We can get details of underutilised or over-provisioned resources (nodes and pods, and abandoned resources) based on usage footprints. The major features of Kubecost are cost allocation across nodes and pods, unified cost monitoring with integrated dashboard, cost optimisation insights to identify under-provisioned or over-provisioned cluster resources, and cost alerts as well as notifications for anomalous behaviour in resource usage.
Kubecost can be used with Azure Kubernetes Service (AKS), Amazon’s Elastic Kubernetes Service (EKS) and Fargate, Google Kubernetes Engine (GKE) and other Kubernetes platforms in private cloud environments.

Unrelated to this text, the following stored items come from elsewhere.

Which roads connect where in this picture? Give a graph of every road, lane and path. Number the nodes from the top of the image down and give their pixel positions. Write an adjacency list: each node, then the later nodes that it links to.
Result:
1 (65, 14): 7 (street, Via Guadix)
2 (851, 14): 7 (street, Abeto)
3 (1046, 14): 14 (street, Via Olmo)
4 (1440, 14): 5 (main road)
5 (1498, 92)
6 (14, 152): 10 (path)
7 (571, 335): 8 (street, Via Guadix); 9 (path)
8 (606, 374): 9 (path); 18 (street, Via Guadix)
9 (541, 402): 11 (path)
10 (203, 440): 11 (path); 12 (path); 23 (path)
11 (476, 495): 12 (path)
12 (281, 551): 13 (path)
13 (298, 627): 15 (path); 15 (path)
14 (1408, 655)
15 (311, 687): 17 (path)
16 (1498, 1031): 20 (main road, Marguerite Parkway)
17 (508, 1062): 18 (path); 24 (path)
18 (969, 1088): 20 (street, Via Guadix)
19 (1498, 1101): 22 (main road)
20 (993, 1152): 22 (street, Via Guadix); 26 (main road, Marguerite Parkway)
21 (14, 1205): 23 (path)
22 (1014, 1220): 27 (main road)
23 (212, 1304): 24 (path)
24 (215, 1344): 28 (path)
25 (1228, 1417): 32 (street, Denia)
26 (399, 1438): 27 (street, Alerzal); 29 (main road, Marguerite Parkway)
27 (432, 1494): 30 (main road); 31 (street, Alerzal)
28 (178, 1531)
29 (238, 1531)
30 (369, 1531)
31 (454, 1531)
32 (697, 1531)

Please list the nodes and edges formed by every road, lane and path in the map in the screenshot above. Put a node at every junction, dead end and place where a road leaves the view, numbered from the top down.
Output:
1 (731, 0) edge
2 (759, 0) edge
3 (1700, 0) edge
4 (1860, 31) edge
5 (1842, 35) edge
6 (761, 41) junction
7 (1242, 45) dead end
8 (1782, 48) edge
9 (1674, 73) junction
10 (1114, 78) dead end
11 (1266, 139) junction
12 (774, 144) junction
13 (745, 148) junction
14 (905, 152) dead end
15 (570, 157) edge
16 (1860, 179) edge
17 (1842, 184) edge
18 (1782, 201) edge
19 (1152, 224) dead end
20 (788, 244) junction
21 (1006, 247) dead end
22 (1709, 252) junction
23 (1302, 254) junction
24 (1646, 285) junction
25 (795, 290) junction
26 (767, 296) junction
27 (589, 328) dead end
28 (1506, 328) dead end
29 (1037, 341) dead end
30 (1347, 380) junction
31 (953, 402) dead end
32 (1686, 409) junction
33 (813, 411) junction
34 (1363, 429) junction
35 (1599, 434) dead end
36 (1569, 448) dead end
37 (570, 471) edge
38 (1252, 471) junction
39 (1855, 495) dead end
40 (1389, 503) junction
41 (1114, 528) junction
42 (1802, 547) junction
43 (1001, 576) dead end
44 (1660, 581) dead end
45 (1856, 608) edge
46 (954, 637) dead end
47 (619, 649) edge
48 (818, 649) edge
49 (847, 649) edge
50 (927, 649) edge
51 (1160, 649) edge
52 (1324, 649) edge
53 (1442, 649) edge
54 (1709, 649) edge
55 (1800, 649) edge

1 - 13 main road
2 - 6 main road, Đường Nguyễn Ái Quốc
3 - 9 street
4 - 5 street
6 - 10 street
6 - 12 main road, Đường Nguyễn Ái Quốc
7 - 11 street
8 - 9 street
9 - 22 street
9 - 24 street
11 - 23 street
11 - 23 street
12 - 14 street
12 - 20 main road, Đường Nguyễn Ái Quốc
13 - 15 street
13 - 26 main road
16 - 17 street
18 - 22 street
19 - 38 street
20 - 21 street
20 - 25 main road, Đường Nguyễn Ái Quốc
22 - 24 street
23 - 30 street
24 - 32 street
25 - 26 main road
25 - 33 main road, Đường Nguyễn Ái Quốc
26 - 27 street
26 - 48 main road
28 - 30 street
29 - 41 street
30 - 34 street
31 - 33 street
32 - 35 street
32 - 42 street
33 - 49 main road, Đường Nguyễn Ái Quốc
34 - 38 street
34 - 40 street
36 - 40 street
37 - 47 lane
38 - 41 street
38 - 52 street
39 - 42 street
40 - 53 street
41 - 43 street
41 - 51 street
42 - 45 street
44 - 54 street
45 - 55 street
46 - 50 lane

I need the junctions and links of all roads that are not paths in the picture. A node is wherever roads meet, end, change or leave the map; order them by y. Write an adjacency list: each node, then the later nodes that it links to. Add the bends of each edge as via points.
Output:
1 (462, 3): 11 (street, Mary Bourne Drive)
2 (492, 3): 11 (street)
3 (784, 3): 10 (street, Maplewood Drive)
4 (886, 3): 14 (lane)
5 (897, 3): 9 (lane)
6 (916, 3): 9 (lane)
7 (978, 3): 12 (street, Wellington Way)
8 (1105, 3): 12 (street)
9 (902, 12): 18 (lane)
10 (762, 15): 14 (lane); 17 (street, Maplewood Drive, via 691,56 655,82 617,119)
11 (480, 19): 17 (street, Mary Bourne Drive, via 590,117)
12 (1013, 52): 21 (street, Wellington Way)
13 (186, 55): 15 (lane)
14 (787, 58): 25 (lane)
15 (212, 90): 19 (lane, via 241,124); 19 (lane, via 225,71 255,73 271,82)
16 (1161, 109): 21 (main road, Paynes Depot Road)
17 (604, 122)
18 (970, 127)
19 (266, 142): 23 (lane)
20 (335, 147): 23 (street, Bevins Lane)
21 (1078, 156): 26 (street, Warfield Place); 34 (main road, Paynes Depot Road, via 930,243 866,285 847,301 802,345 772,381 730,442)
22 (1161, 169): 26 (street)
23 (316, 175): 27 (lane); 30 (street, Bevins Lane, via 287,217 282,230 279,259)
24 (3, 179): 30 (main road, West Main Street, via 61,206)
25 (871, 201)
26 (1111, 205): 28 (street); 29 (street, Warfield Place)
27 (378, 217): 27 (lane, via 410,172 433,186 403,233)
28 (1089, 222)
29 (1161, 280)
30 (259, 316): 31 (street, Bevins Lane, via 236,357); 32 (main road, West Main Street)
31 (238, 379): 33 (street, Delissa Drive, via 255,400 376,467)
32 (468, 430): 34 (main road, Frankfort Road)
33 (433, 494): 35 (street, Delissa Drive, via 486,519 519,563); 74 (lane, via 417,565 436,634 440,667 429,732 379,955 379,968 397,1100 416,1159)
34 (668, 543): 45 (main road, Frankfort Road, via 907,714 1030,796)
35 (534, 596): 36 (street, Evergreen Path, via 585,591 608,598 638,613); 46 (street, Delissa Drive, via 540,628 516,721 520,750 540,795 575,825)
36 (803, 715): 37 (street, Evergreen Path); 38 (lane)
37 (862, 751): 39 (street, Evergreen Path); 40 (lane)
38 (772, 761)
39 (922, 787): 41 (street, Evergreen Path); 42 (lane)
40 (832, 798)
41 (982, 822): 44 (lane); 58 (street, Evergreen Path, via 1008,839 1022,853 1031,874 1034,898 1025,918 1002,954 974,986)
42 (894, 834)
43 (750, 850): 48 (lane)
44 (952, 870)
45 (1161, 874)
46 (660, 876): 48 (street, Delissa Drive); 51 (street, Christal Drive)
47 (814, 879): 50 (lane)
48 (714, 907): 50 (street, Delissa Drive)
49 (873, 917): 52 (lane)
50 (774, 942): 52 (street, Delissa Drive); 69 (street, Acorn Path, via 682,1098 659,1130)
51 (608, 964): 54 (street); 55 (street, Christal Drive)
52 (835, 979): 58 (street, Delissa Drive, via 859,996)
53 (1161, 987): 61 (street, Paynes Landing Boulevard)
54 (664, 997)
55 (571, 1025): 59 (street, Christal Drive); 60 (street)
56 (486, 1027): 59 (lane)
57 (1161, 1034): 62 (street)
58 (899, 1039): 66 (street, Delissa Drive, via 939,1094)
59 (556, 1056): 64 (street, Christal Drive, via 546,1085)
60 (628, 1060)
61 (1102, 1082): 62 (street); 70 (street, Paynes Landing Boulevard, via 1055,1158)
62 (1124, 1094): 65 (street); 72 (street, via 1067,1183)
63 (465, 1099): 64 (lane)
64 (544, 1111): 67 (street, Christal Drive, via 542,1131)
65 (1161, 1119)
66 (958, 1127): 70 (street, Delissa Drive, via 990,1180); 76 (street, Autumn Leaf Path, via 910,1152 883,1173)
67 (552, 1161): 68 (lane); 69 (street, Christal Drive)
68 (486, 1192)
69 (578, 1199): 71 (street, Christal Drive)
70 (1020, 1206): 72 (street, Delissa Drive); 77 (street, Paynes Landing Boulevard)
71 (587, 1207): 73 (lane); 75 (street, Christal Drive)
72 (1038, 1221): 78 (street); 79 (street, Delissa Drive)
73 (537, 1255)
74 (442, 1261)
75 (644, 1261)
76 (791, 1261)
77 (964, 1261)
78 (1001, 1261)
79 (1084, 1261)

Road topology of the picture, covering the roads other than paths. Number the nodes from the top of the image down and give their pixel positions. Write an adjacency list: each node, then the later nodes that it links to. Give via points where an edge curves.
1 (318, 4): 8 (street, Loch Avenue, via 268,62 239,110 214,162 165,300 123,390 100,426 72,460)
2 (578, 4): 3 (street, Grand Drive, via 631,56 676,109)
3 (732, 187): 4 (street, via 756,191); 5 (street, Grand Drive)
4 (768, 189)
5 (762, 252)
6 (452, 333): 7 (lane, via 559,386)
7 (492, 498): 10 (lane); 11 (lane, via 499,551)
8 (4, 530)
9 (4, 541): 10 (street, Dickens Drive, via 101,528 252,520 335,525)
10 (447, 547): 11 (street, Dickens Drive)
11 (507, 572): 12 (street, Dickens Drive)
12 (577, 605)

Integrated FinOps toolchain solution
FinOps is more of a culture adoption and is driven by the three-dimensional approach for cloud cost management — people (cost administration, team structure, training), processes (cost levers, maturity models, metrics definitions) and tools (cost management services, third party tools, cost advisory services).
FinOps is a collaborative activity between the finance/procurement team, technical IT operations team, and business management (COO, CIO). It can be developed as an agnostic framework for implementation in a multi-cloud environment (public/private/hybrid). It can also be easily integrated with third party tools for flexible implementation. For example, developing reports and dashboards could be made flexible with this integration of third-party tools.
Future trends in FinOps adoption
The adoption of FinOps is maturing in most organisations that have substantial cloud consumption as they need processes and procedures to manage, monitor, allocate and forecast cloud spending. With the introduction of FinOps, organisations will have deeper insights into the resources available or reserved, which will promote appropriate procurement of cloud resources and avoid unnecessary spend in the first place.
Choosing between the right FinOps platform from cloud services providers (Azure Cost Management, AWS Cost Explorer and GCP Cost Tools), third party options or in-house development is not an easy task. Factors like variability in size and usage of cloud resources, fast-changing technology, and the advent of new cloud use cases complicate the process of automating cost optimisation. Building a governance culture and mindset is vital, but not always easy.